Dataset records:
....

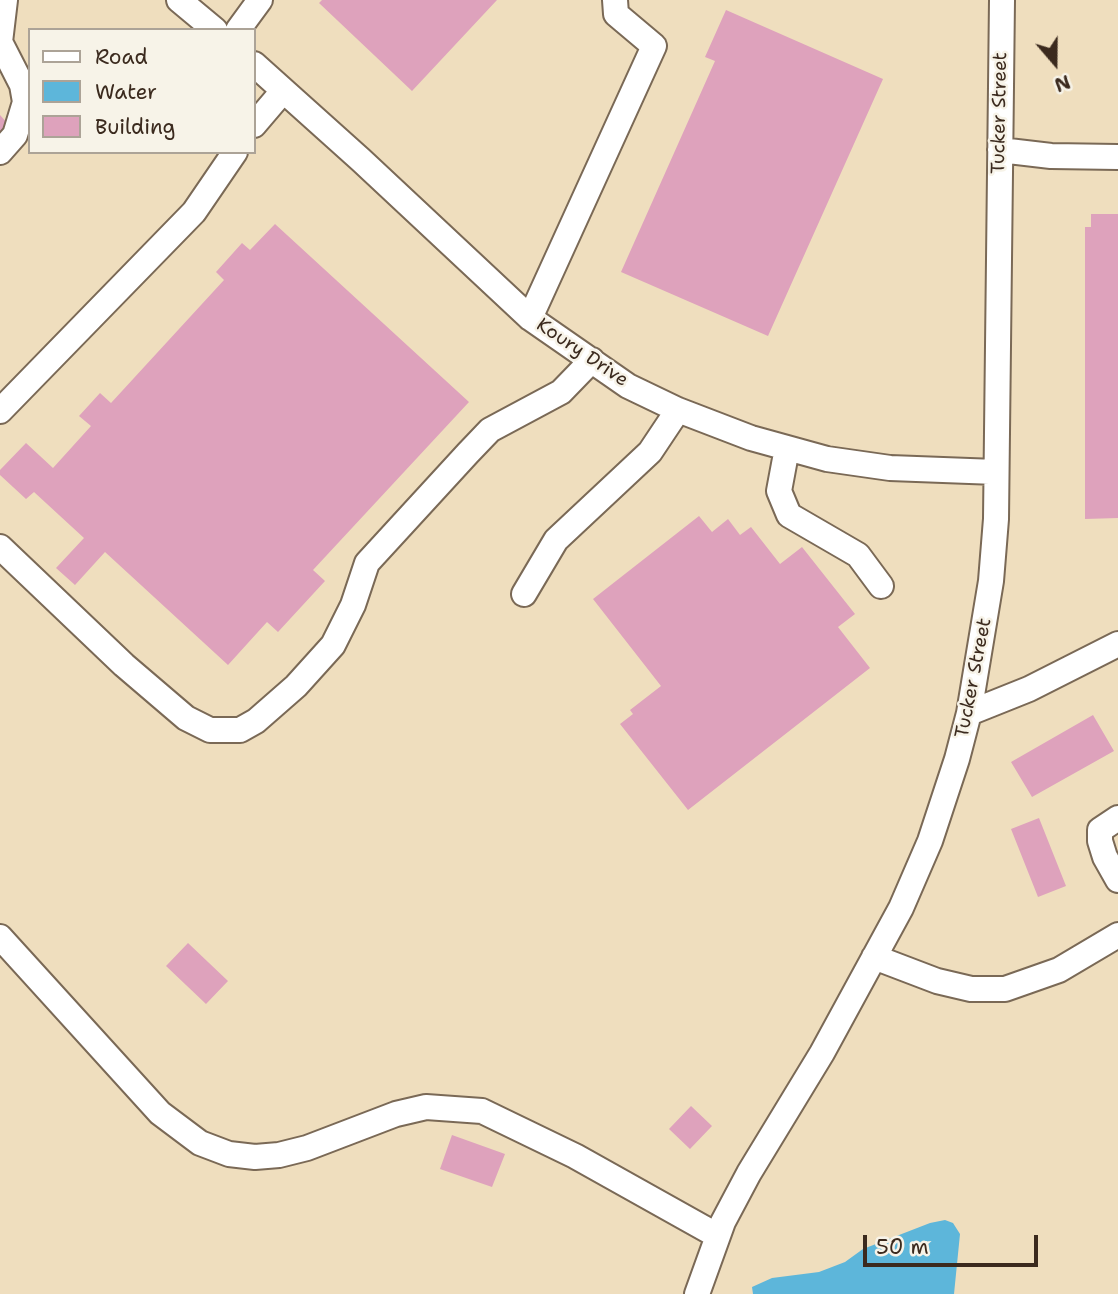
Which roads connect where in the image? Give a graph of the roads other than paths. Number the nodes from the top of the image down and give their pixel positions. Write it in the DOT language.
graph roads {
  1 [pos="5,0"];
  2 [pos="180,0"];
  3 [pos="260,0"];
  4 [pos="615,0"];
  5 [pos="1002,0"];
  6 [pos="213,28"];
  7 [pos="239,28"];
  8 [pos="256,66"];
  9 [pos="284,91"];
  10 [pos="256,123"];
  11 [pos="1000,150"];
  12 [pos="0,152"];
  13 [pos="234,154"];
  14 [pos="1118,157"];
  15 [pos="530,317"];
  16 [pos="592,360"];
  17 [pos="678,410"];
  18 [pos="0,411"];
  19 [pos="787,448"];
  20 [pos="996,472"];
  21 [pos="0,547"];
  22 [pos="881,586"];
  23 [pos="524,594"];
  24 [pos="1118,644"];
  25 [pos="969,713"];
  26 [pos="1118,818"];
  27 [pos="1118,880"];
  28 [pos="1118,935"];
  29 [pos="0,937"];
  30 [pos="874,957"];
  31 [pos="718,1236"];
  32 [pos="697,1294"];
  1 -- 12 [label="street"];
  2 -- 6 [label="street"];
  3 -- 7 [label="street"];
  4 -- 15 [label="street"];
  5 -- 11 [label="street, Tucker Street"];
  8 -- 9 [label="street, Koury Drive"];
  9 -- 10 [label="street"];
  9 -- 15 [label="street, Koury Drive"];
  11 -- 14 [label="street"];
  11 -- 20 [label="street, Tucker Street"];
  13 -- 18 [label="street"];
  15 -- 16 [label="street, Koury Drive"];
  16 -- 17 [label="street, Koury Drive"];
  16 -- 21 [label="street"];
  17 -- 19 [label="street, Koury Drive"];
  17 -- 23 [label="street"];
  19 -- 20 [label="street, Koury Drive"];
  19 -- 22 [label="street"];
  20 -- 25 [label="street, Tucker Street"];
  24 -- 25 [label="street"];
  25 -- 30 [label="street, Tucker Street"];
  26 -- 27 [label="street"];
  28 -- 30 [label="street"];
  29 -- 31 [label="street"];
  30 -- 31 [label="street, Tucker Street"];
  31 -- 32 [label="street, Tucker Street"];
}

....

Task: Word for word, return the entries above, but without any pictures.

Task answer:
Which roads connect where in the image? Give a graph of the roads other than paths. Number the nodes from the top of the image down and give their pixel positions. Write it in the DOT language.
graph roads {
  1 [pos="5,0"];
  2 [pos="180,0"];
  3 [pos="260,0"];
  4 [pos="615,0"];
  5 [pos="1002,0"];
  6 [pos="213,28"];
  7 [pos="239,28"];
  8 [pos="256,66"];
  9 [pos="284,91"];
  10 [pos="256,123"];
  11 [pos="1000,150"];
  12 [pos="0,152"];
  13 [pos="234,154"];
  14 [pos="1118,157"];
  15 [pos="530,317"];
  16 [pos="592,360"];
  17 [pos="678,410"];
  18 [pos="0,411"];
  19 [pos="787,448"];
  20 [pos="996,472"];
  21 [pos="0,547"];
  22 [pos="881,586"];
  23 [pos="524,594"];
  24 [pos="1118,644"];
  25 [pos="969,713"];
  26 [pos="1118,818"];
  27 [pos="1118,880"];
  28 [pos="1118,935"];
  29 [pos="0,937"];
  30 [pos="874,957"];
  31 [pos="718,1236"];
  32 [pos="697,1294"];
  1 -- 12 [label="street"];
  2 -- 6 [label="street"];
  3 -- 7 [label="street"];
  4 -- 15 [label="street"];
  5 -- 11 [label="street, Tucker Street"];
  8 -- 9 [label="street, Koury Drive"];
  9 -- 10 [label="street"];
  9 -- 15 [label="street, Koury Drive"];
  11 -- 14 [label="street"];
  11 -- 20 [label="street, Tucker Street"];
  13 -- 18 [label="street"];
  15 -- 16 [label="street, Koury Drive"];
  16 -- 17 [label="street, Koury Drive"];
  16 -- 21 [label="street"];
  17 -- 19 [label="street, Koury Drive"];
  17 -- 23 [label="street"];
  19 -- 20 [label="street, Koury Drive"];
  19 -- 22 [label="street"];
  20 -- 25 [label="street, Tucker Street"];
  24 -- 25 [label="street"];
  25 -- 30 [label="street, Tucker Street"];
  26 -- 27 [label="street"];
  28 -- 30 [label="street"];
  29 -- 31 [label="street"];
  30 -- 31 [label="street, Tucker Street"];
  31 -- 32 [label="street, Tucker Street"];
}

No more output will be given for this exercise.